We just bought some piemonte steaks last week. It's all starting to make sense now...


----------



## Dleg (Mar 13, 2014)

I received a mass-email party invite from a female lawyer friend, who wants everyone to come over to her place tonight for drinks and socializing on her deck.

So of course I replied "will you be serving steak?"

Waiting the the virtual slap in the face.....


----------



## envirotex (Mar 14, 2014)

so this happened...


----------



## Weavs33 (Mar 14, 2014)

next year at 9:26:53 AM will be 3.14 15 9 26 53


----------



## Capt Worley PE (Mar 14, 2014)

Road Guy said:


> PEECANS are way too expensive this far from dixie not to consume myself....
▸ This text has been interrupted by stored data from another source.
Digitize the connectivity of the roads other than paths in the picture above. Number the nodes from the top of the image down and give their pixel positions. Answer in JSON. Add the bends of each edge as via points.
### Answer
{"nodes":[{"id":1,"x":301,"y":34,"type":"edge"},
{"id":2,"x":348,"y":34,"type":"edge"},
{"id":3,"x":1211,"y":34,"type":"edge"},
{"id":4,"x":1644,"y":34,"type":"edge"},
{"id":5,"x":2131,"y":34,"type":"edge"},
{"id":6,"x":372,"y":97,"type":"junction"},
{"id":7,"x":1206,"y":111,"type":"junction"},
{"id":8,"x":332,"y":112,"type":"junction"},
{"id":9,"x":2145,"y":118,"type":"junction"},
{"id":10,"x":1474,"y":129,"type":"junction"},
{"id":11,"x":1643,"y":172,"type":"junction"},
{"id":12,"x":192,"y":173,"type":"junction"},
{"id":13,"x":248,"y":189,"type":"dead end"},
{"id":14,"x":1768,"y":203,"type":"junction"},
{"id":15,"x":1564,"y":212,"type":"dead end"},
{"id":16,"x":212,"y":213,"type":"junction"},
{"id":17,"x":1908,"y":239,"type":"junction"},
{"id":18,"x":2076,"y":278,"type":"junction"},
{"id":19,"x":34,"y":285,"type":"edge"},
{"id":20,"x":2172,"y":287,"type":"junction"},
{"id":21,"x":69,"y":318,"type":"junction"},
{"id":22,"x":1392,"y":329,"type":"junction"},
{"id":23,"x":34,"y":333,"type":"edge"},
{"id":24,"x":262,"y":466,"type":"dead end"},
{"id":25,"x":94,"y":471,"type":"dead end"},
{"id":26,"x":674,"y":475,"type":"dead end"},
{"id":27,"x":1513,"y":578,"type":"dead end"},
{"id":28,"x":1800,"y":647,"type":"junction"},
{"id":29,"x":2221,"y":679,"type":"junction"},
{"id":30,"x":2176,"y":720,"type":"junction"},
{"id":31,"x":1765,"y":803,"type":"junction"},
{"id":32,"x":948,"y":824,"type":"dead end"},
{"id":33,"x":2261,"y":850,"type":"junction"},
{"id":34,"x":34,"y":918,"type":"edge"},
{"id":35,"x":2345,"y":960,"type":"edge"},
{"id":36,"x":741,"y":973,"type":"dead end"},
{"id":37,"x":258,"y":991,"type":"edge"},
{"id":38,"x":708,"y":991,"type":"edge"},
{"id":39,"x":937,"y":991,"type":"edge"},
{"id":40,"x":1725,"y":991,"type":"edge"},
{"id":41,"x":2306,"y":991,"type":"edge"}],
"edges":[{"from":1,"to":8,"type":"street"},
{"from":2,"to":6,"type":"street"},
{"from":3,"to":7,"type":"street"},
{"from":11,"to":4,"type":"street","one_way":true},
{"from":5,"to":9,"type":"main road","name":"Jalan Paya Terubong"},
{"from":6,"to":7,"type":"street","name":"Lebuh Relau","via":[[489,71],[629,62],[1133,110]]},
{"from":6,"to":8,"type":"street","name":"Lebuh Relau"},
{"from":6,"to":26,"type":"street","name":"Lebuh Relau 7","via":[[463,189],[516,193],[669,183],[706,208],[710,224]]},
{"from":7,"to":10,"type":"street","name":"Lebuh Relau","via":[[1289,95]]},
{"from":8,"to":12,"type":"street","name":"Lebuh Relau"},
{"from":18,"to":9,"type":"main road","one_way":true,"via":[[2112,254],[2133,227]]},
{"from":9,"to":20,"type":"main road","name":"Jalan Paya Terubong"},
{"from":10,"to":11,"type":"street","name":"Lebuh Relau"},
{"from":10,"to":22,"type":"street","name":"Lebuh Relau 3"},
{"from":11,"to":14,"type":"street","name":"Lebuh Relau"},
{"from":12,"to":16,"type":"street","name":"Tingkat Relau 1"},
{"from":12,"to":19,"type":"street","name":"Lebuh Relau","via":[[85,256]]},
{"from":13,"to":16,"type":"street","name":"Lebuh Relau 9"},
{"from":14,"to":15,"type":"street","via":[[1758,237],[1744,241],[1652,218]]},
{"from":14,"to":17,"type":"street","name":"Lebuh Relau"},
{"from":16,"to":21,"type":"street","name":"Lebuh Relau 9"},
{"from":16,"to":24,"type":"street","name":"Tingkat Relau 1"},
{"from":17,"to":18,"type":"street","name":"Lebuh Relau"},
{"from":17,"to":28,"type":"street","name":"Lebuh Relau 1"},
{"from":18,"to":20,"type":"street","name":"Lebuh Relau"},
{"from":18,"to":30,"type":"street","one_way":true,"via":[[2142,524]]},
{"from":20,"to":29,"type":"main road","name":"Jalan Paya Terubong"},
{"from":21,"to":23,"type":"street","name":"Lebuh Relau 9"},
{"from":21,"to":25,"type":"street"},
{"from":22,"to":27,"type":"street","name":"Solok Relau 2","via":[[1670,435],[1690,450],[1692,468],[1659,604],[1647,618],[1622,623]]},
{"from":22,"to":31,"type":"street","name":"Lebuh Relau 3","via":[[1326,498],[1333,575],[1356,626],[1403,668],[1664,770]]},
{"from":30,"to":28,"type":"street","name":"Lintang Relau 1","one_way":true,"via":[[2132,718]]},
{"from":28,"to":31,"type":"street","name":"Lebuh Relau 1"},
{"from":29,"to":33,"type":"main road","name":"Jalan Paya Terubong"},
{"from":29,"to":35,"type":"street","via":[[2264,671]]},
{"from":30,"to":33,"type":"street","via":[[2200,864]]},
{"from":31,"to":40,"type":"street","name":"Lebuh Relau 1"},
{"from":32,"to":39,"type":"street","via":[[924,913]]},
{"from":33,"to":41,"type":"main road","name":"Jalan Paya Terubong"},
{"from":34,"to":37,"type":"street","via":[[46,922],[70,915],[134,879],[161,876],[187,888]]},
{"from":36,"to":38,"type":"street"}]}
Meanwhile, down in Dixie, folks are still trying to give away last years PEE-Cans.


----------



## Road Guy (Mar 14, 2014)

Man those things are so sacred pecan farmers have year round night time hunting permits to kill the deer that "trespass" onto their crops....

My wife's grandma used to have 5 acres of pecan trees (fort valley)and she would have to sick the dogs on people trying to get free pecans...&amp; she would only give us a few pounds :0)


----------



## Capt Worley PE (Mar 14, 2014)

My aunt had two pecan trees and she was always giving us grocery bags full o'pecans.


----------



## Road Guy (Mar 14, 2014)

there like $12 bucks a lb here at Krogers  Was hard to get through the holidays with so little pecans..


----------



## Capt Worley PE (Mar 14, 2014)

^ DAYUM!!!!!


----------



## knight1fox3 (Mar 14, 2014)




----------



## blybrook PE (Mar 14, 2014)

Mmmm, pie...


----------



## Dexman PE PMP (Mar 14, 2014)

If/when I ever get around to finishing the basement, this will be the backsplash of the wet bar.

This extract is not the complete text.